Oltre al pagamento delle mensilità e dei contributi previdenziali arretrati, la cooperativa dovrà pagare le spese di giudizio. Rigettata, invece, la domanda di risarcimento del danno per diffamazione e ingiuria, generato dalle accuse alla base del licenziamento.

Calcolatrice alla mano, l’ammontare complessivo del risarcimento supera i 150 mila euro. Cantina Toblino stimava invece in 420 mila euro il danno causato dai due enologi, per aver declassato circa 2.500 quintali di uve destinate alla produzione di vini Igt Vigneti delle Dolomiti: Nosiola, Schiava e Müller-Thurgau della Valle dei Laghi.

«Come evidenziato nei mesi scorsi anche dal presidente di Assoenologi Riccardo Cotarella – commenta Lorenzo Tomazzoli – l’enologo di una cantina si rifà alle decisioni dei titolari. Nel nostro caso, come confermato dall’ordinanza, abbiamo eseguito alla lettera le direttive del Cda, declassando le uve conferite dai soci con un grado inferiore a 9% naturali».

In questo senso, la decisione del giudice del Tribunale civile di Trento entra nella storia e fa giurisprudenza. Non è solo una vittoria nostra, ma di tutta la classe degli enologi e degli enotecnici italiani».

TOMAZZOLI: «GLI ENOLOGI? SPESSO SOLO TOPI DI CANTINA»

«Persone che lavorano nelle retrovie – chiosa Lorenzo Tomazzoli – veri e propri “topi di cantina” a cui spesso non vengono riconosciuti i meriti, attribuiti ad altri. Io e il collega Marco Pederzolli non vediamo l’ora di tornare sul nostro posto di lavoro, per ricominciare da dove avevamo lasciato. A testa alta».
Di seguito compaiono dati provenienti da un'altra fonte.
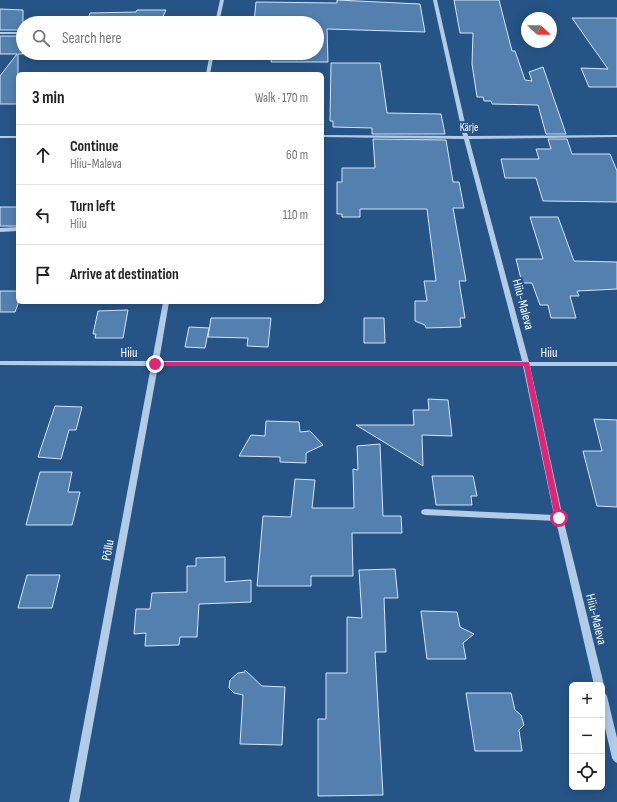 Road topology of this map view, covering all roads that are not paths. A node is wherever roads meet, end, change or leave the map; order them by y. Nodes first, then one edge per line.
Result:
1 (222, 0) edge
2 (435, 0) edge
3 (219, 16) edge
4 (0, 33) edge
5 (16, 33) edge
6 (211, 60) edge
7 (208, 72) edge
8 (324, 136) edge
9 (617, 136) edge
10 (0, 137) edge
11 (16, 137) edge
12 (466, 138) junction
13 (16, 229) edge
14 (0, 230) edge
15 (166, 304) edge
16 (0, 363) edge
17 (526, 363) junction
18 (155, 364) junction
19 (617, 364) edge
20 (425, 512) dead end
21 (559, 518) junction
22 (598, 682) edge
23 (605, 708) edge
24 (617, 758) edge
25 (74, 802) edge

1 - 3 street
2 - 12 street, Hiiu-Maleva
4 - 5 street
6 - 7 street
8 - 12 street, Kärje
9 - 12 street, Kärje
10 - 11 street
12 - 17 street, Hiiu-Maleva
13 - 14 street
15 - 18 street, Põllu
16 - 18 street, Hiiu
17 - 18 street, Hiiu
17 - 19 street, Hiiu
17 - 21 street, Hiiu-Maleva
18 - 25 street, Põllu
20 - 21 street
21 - 22 street, Hiiu-Maleva
23 - 24 street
Parole tutt’altro che scontate quelle del noto e pluripremiato enologo trentino. «Sono stati 14 mesi durissimi per me e per la mia famiglia – confessa ancora l’enologo a WineMag.it -. In attesa della decisione del giudice mi sono proposto alle due maggiori cantine trentine, Mezzacorona e Cavit».
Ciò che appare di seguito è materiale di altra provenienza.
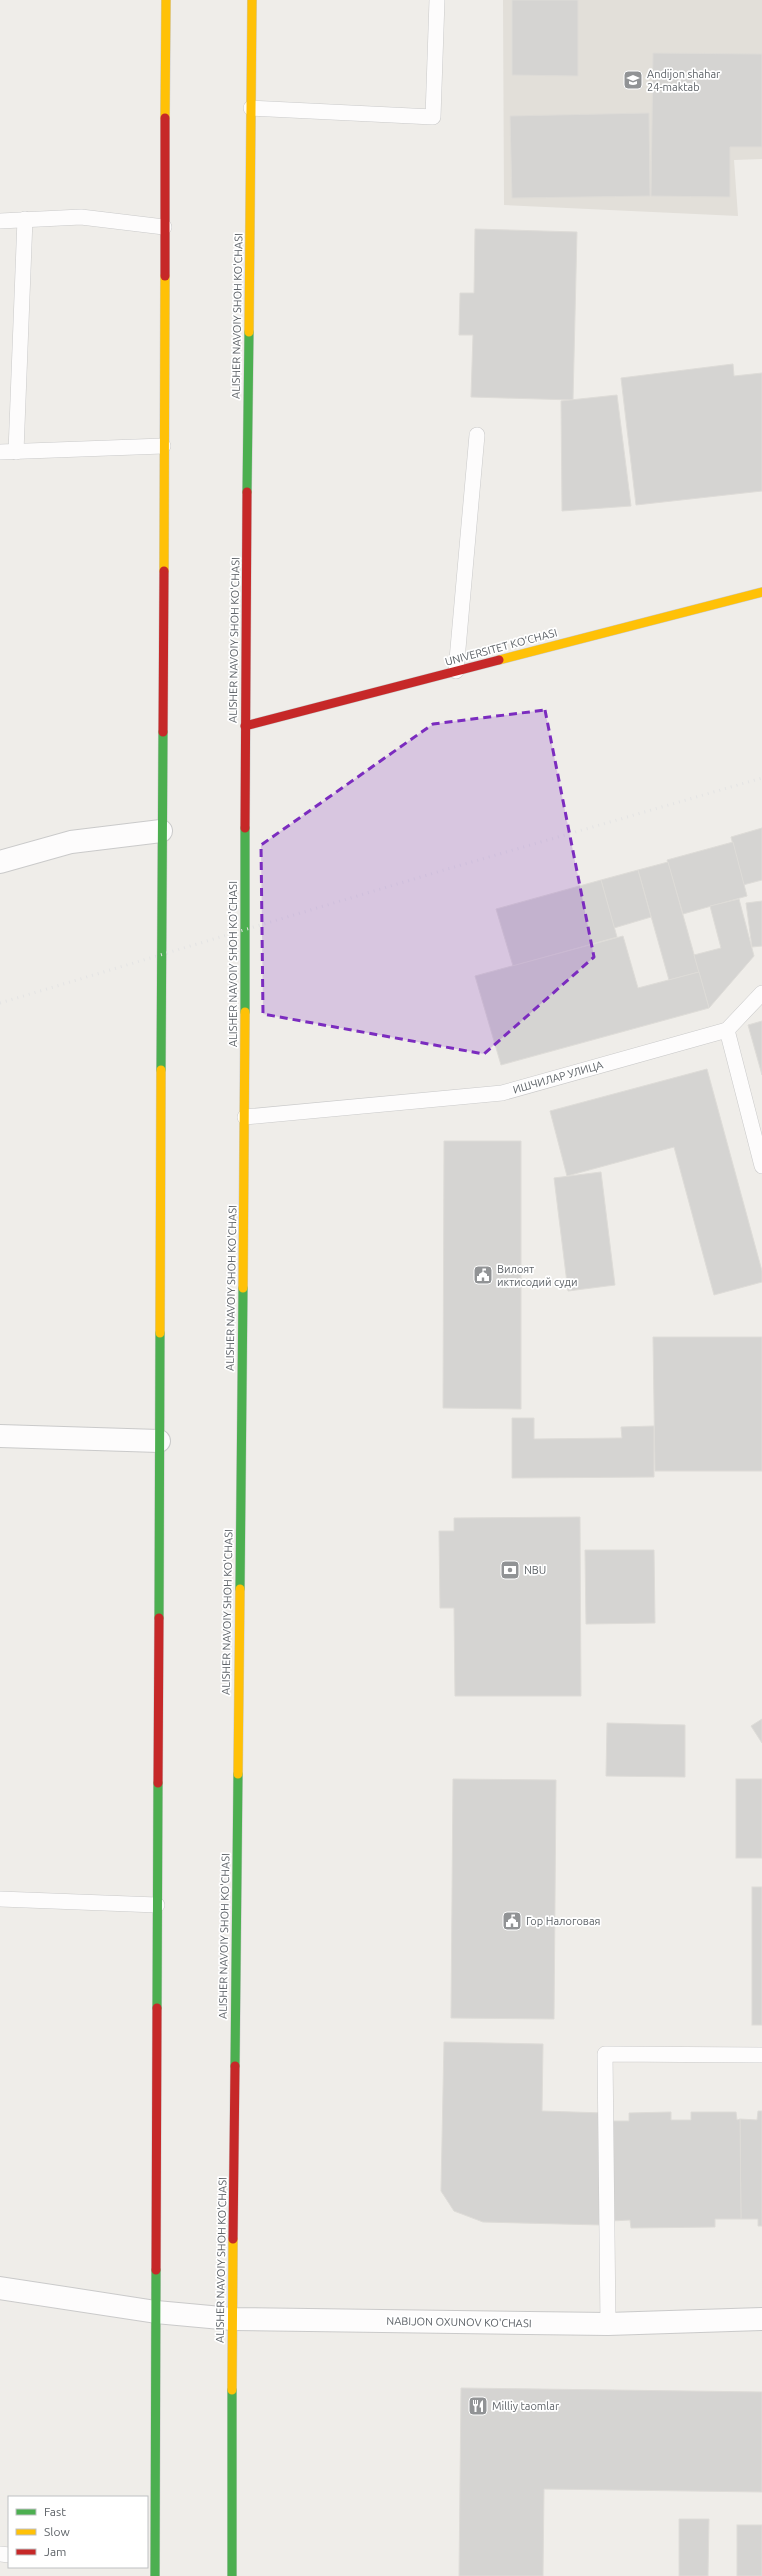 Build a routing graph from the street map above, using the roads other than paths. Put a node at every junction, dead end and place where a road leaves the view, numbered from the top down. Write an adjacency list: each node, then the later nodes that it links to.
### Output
1 (166, 0): 7 (main road)
2 (252, 0): 4 (main road, ALISHER NAVOIY SHOH KO'CHASI)
3 (437, 0): 4 (lane)
4 (251, 108): 14 (main road, ALISHER NAVOIY SHOH KO'CHASI)
5 (25, 219): 6 (lane); 7 (lane); 11 (lane)
6 (0, 220)
7 (164, 227): 9 (main road)
8 (477, 435): 13 (lane)
9 (163, 446): 11 (lane); 15 (main road)
10 (0, 452): 11 (lane)
11 (16, 452)
12 (762, 592): 13 (main road, UNIVERSITET KО‘CHASI)
13 (456, 671): 14 (main road, UNIVERSITET KО‘CHASI)
14 (245, 726): 19 (main road, ALISHER NAVOIY SHOH KO'CHASI)
15 (161, 831): 16 (street); 22 (main road)
16 (0, 862)
17 (762, 993): 18 (lane)
18 (727, 1030): 19 (lane, ИШЧИЛАР УЛИЦА); 20 (lane)
19 (245, 1118): 28 (main road, ALISHER NAVOIY SHOH KO'CHASI)
20 (762, 1166)
21 (0, 1436): 22 (street)
22 (159, 1441): 24 (main road)
23 (0, 1899): 24 (lane)
24 (157, 1905): 27 (main road)
25 (762, 2055): 30 (lane)
26 (0, 2288): 27 (street, NABIJON OXUNOV KO'CHASI)
27 (156, 2312): 28 (street, NABIJON OXUNOV KO'CHASI); 31 (main road)
28 (232, 2319): 30 (street, NABIJON OXUNOV KO'CHASI); 33 (main road, ALISHER NAVOIY SHOH KO'CHASI)
29 (762, 2319): 30 (street, NABIJON OXUNOV KO'CHASI)
30 (608, 2324)
31 (151, 2560): 32 (main road)
32 (155, 2576)
33 (232, 2576)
«Entrambe si sono dichiarate disposte ad accogliermi a braccia aperte, una volta chiuso definitivamente il capitolo giudiziario. Tornerò invece a Cantina Toblino, forte del fatto che le accuse mosse nei nostri confronti siano state ritenute infondate. Fra tre anni andrò in pensione senza macchie sul curriculum».

LICENZIAMENTO ENOLOGI CANTINA TOBLINO: GLI STRASCICHI

Ad occuparsi della vicenda del licenziamento degli enologi di Cantina Toblino era stato anche il Consiglio provinciale di Trento. Come riportato da WineMag.it – unica testata nazionale di settore ad aver dato spazio al caso, ndr – nel novembre 2020 il consigliere Filippo Degasperi (Gruppo Consiliare Onda Civica Trentino) chiamava in causa la cooperativa di Sarche di Madruzzo, attraverso un’interrogazione rivolta al presidente Walter Kaswalder.
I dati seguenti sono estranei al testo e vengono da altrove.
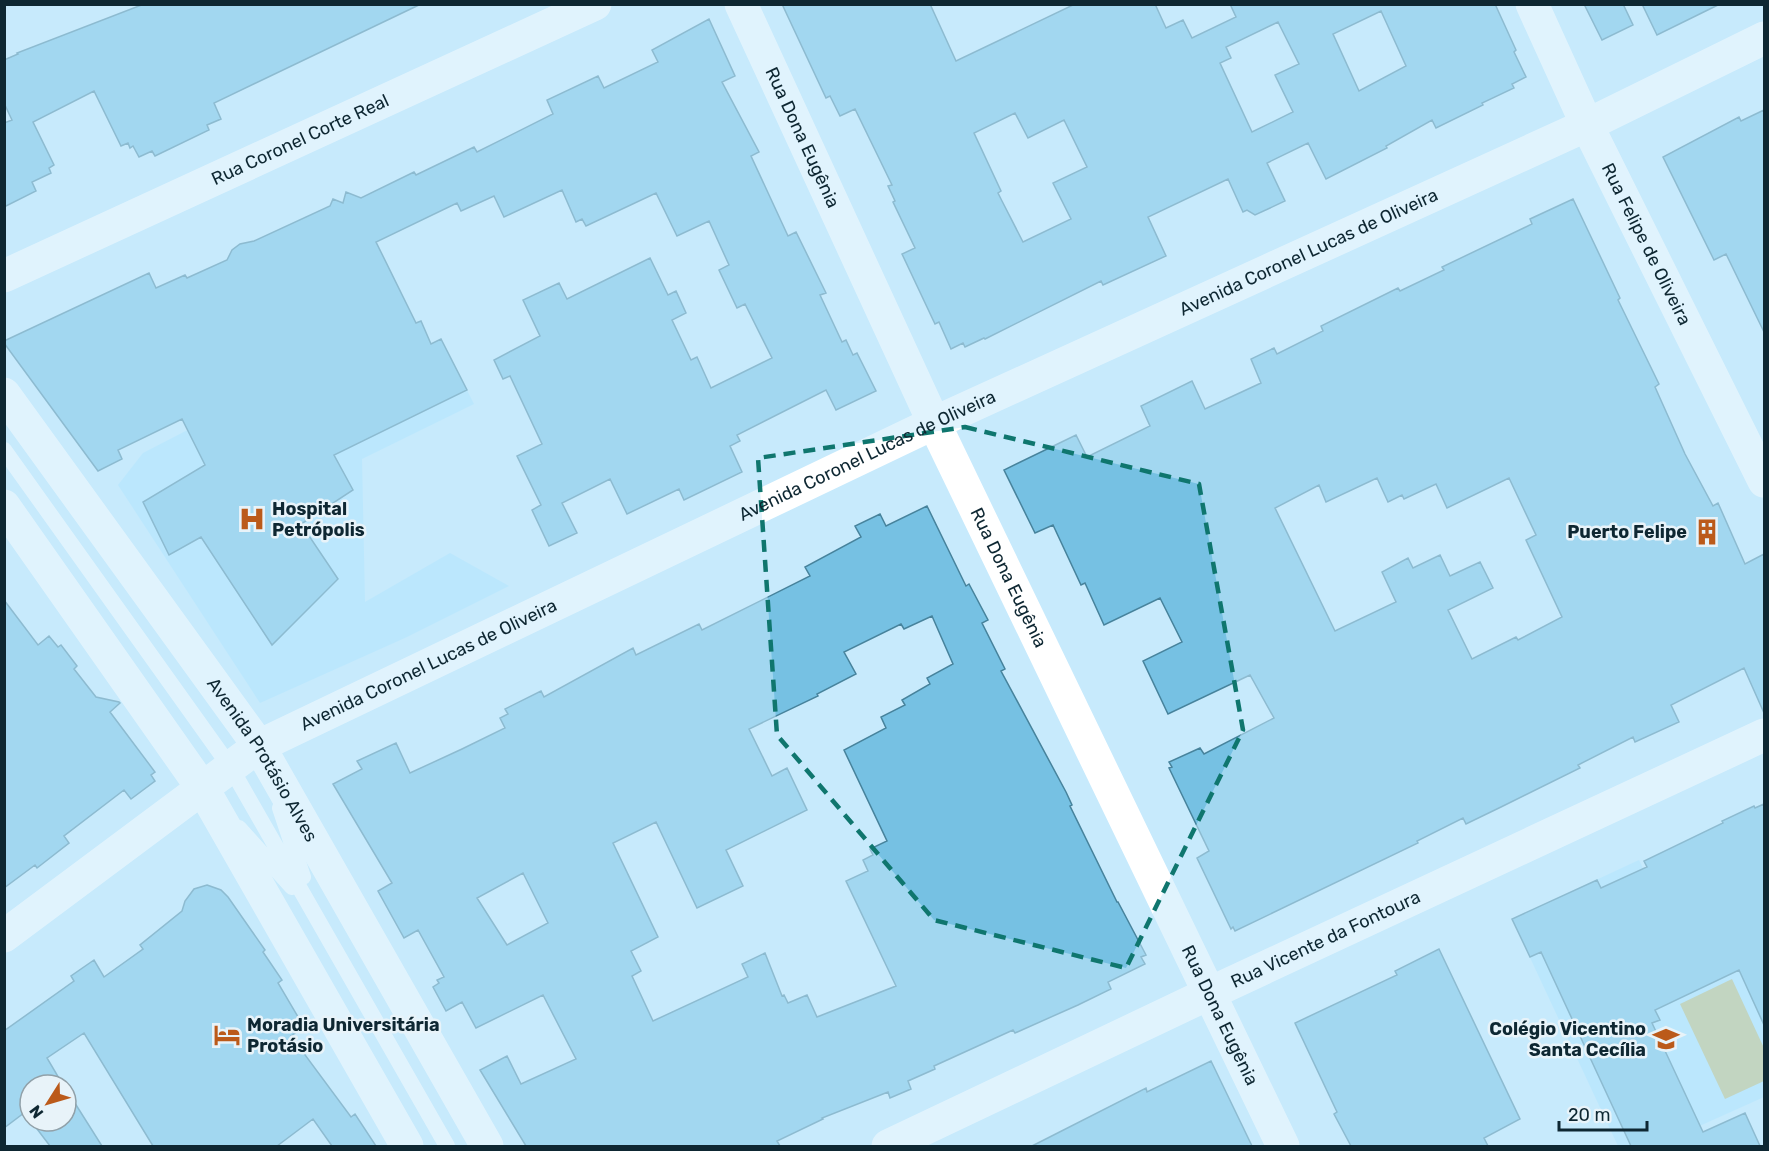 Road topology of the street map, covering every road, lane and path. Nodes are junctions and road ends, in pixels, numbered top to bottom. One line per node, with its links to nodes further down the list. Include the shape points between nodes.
1 (595, 4): 6 (street, Rua Coronel Corte Real)
2 (741, 4): 8 (street, Rua Dona Eugênia)
3 (1532, 4): 5 (street, Rua Felipe de Oliveira)
4 (1764, 38): 5 (street, Avenida Coronel Lucas de Oliveira)
5 (1587, 125): 8 (street, Avenida Coronel Lucas de Oliveira); 10 (street, Rua Felipe de Oliveira)
6 (4, 276)
7 (4, 394): 13 (street, Avenida Protásio Alves)
8 (934, 423): 13 (street, Avenida Coronel Lucas de Oliveira); 18 (street, Rua Dona Eugênia)
9 (4, 450): 14 (lane)
10 (1764, 481)
11 (4, 506): 15 (street)
12 (1764, 735): 18 (street, Rua Vicente da Fontoura)
13 (259, 746): 14 (street, Avenida Coronel Lucas de Oliveira); 16 (lane); 21 (street, Avenida Protásio Alves)
14 (231, 768): 15 (street, Avenida Coronel Lucas de Oliveira); 16 (lane)
15 (203, 789): 16 (lane); 17 (street, Avenida Coronel Lucas de Oliveira); 19 (street)
16 (315, 912): 20 (lane)
17 (4, 936)
18 (1209, 994): 22 (street, Rua Vicente da Fontoura); 23 (street, Rua Dona Eugênia)
19 (407, 1146)
20 (447, 1146)
21 (487, 1146)
22 (888, 1146)
23 (1283, 1146) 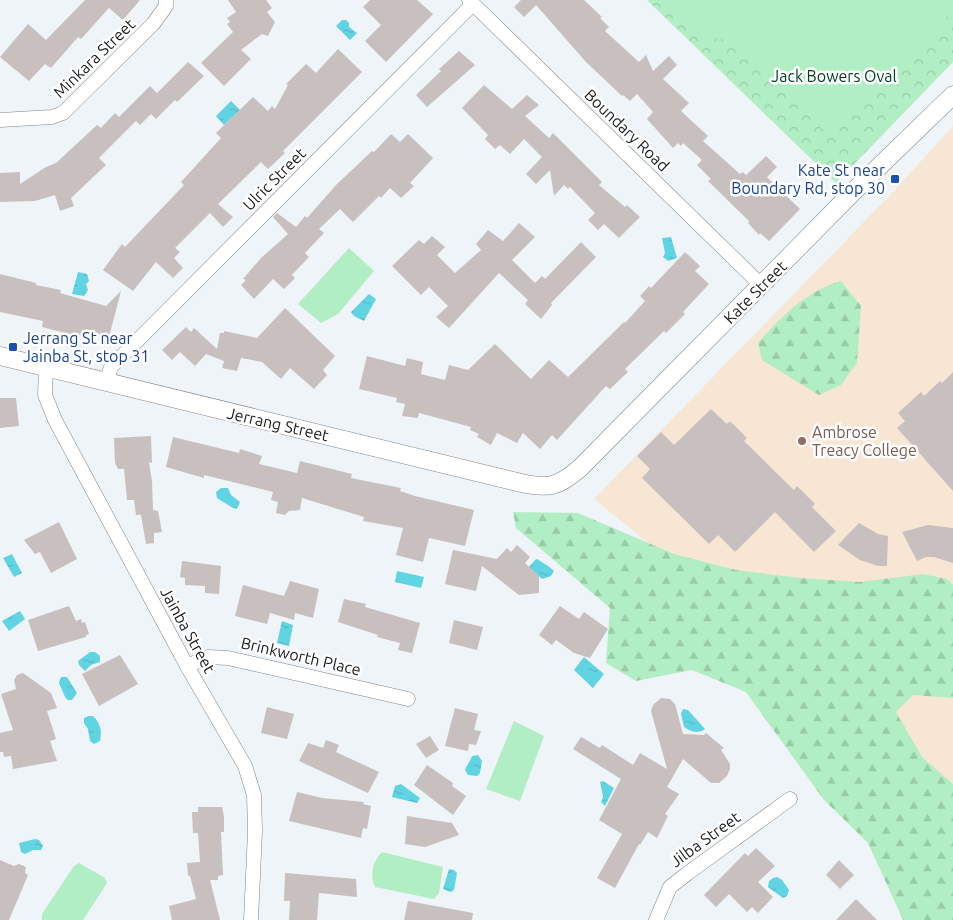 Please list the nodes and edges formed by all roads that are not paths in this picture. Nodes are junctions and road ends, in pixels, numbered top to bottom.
1 (166, 0) edge
2 (471, 2) edge
3 (953, 95) edge
4 (0, 120) edge
5 (761, 285) junction
6 (0, 356) edge
7 (46, 368) junction
8 (106, 382) junction
9 (555, 485) joint
10 (187, 666) junction
11 (408, 699) dead end
12 (790, 799) dead end
13 (250, 920) edge
14 (656, 920) edge

1 - 4 street, Minkara Street
2 - 5 street, Boundary Road
2 - 8 street, Ulric Street
3 - 5 street, Kate Street
5 - 9 street, Kate Street
6 - 7 street, Jerrang Street
7 - 8 street, Jerrang Street
7 - 10 street, Jainba Street
8 - 9 street, Jerrang Street
10 - 11 street, Brinkworth Place
10 - 13 street, Jainba Street
12 - 14 street, Jilba Street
Oggi, a commentare l’esito della duplice ordinanza firmata dal giudice Giorgio Flaim è la Flai-Cgil, sindacato di categoria di riferimento per i lavoratori agricoli e dell’industria di trasformazione alimentare.

Non solo i licenziamenti sono stati annullati – evidenzia il segretario generale del Trentino, Elisa Cattani – ma Cantina Toblino è stata condannata al reintegro sul posto di lavoro di Lorenzo Tomazzoli e Marco Pederzolli, ad un cospicuo risarcimento economico, al versamento dei contributi previdenziali ed assistenziali dal giorno del licenziamento fino a quello dell’effettiva reintegra e alla refusione di tutte le spese legali sostenute dagli enologi».

«Riteniamo si tratti di un’enorme vittoria per tutte le lavoratrici e i lavoratori, enologi in primis in questo caso, che non debbono mai smettere di credere nella possibilità di vedere rispettati e tutelati i propri diritti», conclude Elisa Cattani.